Task directions =
Return the lines below that carry the word "between".

Collection entries:
============================================================
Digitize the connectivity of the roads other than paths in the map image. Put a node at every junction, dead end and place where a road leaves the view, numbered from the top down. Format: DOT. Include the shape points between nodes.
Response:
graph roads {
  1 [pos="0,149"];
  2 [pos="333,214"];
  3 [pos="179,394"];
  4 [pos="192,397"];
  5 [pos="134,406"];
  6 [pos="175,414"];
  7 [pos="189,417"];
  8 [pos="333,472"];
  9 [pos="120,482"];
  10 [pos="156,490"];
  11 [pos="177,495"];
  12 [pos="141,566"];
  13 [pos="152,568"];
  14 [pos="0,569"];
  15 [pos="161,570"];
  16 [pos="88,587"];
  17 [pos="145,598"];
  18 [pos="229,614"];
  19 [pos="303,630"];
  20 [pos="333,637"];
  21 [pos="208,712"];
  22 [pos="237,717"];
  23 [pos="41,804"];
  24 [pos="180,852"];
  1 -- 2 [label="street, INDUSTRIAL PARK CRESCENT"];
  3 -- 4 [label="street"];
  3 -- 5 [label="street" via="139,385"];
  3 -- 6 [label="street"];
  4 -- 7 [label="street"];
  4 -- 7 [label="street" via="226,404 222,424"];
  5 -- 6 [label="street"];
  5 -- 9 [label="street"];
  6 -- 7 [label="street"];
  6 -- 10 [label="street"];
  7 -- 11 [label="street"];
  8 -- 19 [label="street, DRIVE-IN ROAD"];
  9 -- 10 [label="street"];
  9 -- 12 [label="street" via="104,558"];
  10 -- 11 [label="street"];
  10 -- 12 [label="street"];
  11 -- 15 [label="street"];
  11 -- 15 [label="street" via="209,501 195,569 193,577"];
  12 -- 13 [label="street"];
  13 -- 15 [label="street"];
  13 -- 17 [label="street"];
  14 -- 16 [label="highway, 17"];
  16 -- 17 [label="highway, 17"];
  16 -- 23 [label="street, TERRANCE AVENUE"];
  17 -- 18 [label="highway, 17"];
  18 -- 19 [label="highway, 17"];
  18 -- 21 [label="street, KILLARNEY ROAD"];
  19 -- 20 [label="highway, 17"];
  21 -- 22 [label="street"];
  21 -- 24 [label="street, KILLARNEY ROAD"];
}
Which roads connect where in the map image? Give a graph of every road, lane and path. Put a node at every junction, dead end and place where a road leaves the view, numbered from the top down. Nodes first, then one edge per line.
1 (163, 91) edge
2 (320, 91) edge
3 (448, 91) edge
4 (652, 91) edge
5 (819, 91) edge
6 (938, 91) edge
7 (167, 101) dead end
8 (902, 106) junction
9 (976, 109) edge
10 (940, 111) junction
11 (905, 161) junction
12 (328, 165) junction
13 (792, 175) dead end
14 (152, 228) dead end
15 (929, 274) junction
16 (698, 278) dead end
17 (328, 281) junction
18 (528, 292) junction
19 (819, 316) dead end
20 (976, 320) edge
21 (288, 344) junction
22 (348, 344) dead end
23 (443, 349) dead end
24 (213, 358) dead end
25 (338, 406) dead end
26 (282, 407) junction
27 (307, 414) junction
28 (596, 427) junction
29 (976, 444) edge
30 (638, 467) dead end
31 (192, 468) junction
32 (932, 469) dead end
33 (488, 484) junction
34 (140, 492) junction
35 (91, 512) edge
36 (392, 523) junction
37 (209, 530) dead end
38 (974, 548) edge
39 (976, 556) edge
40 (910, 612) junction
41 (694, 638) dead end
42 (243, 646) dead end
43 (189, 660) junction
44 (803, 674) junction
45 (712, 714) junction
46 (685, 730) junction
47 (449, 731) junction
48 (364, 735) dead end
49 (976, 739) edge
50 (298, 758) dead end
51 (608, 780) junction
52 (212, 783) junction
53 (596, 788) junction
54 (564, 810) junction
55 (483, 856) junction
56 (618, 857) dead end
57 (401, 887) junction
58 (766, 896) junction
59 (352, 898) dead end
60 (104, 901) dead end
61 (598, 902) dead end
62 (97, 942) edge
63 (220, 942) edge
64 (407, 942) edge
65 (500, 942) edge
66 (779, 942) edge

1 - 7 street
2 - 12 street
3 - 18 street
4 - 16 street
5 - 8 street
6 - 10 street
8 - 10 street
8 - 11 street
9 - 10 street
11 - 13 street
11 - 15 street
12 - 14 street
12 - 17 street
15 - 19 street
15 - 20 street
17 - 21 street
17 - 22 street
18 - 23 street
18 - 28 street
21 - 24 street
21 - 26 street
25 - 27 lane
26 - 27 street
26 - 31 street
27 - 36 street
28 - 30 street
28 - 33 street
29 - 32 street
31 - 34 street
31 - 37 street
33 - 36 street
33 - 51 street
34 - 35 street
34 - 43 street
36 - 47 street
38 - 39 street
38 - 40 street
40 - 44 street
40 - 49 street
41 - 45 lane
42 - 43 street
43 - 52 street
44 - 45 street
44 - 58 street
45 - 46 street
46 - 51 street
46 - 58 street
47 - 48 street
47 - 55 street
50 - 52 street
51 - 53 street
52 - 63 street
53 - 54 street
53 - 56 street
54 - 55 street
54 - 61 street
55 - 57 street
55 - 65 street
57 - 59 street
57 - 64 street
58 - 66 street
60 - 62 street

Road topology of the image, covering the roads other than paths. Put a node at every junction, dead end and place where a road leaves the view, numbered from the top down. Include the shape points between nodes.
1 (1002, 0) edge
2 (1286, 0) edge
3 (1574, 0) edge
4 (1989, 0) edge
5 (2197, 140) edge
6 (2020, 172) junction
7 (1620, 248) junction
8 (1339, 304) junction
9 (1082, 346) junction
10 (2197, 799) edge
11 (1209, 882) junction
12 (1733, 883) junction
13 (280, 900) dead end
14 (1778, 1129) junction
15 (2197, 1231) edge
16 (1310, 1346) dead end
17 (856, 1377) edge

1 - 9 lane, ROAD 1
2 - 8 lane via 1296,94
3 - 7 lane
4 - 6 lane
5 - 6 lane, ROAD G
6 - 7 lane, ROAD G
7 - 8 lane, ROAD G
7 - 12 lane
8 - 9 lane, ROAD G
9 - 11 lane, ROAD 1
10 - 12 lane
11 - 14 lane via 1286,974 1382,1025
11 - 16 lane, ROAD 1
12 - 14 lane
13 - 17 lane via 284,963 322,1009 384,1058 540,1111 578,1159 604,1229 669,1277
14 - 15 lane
============================================================
Solution to the problem =
Digitize the connectivity of the roads other than paths in the map image. Put a node at every junction, dead end and place where a road leaves the view, numbered from the top down. Format: DOT. Include the shape points between nodes.
Road topology of the image, covering the roads other than paths. Put a node at every junction, dead end and place where a road leaves the view, numbered from the top down. Include the shape points between nodes.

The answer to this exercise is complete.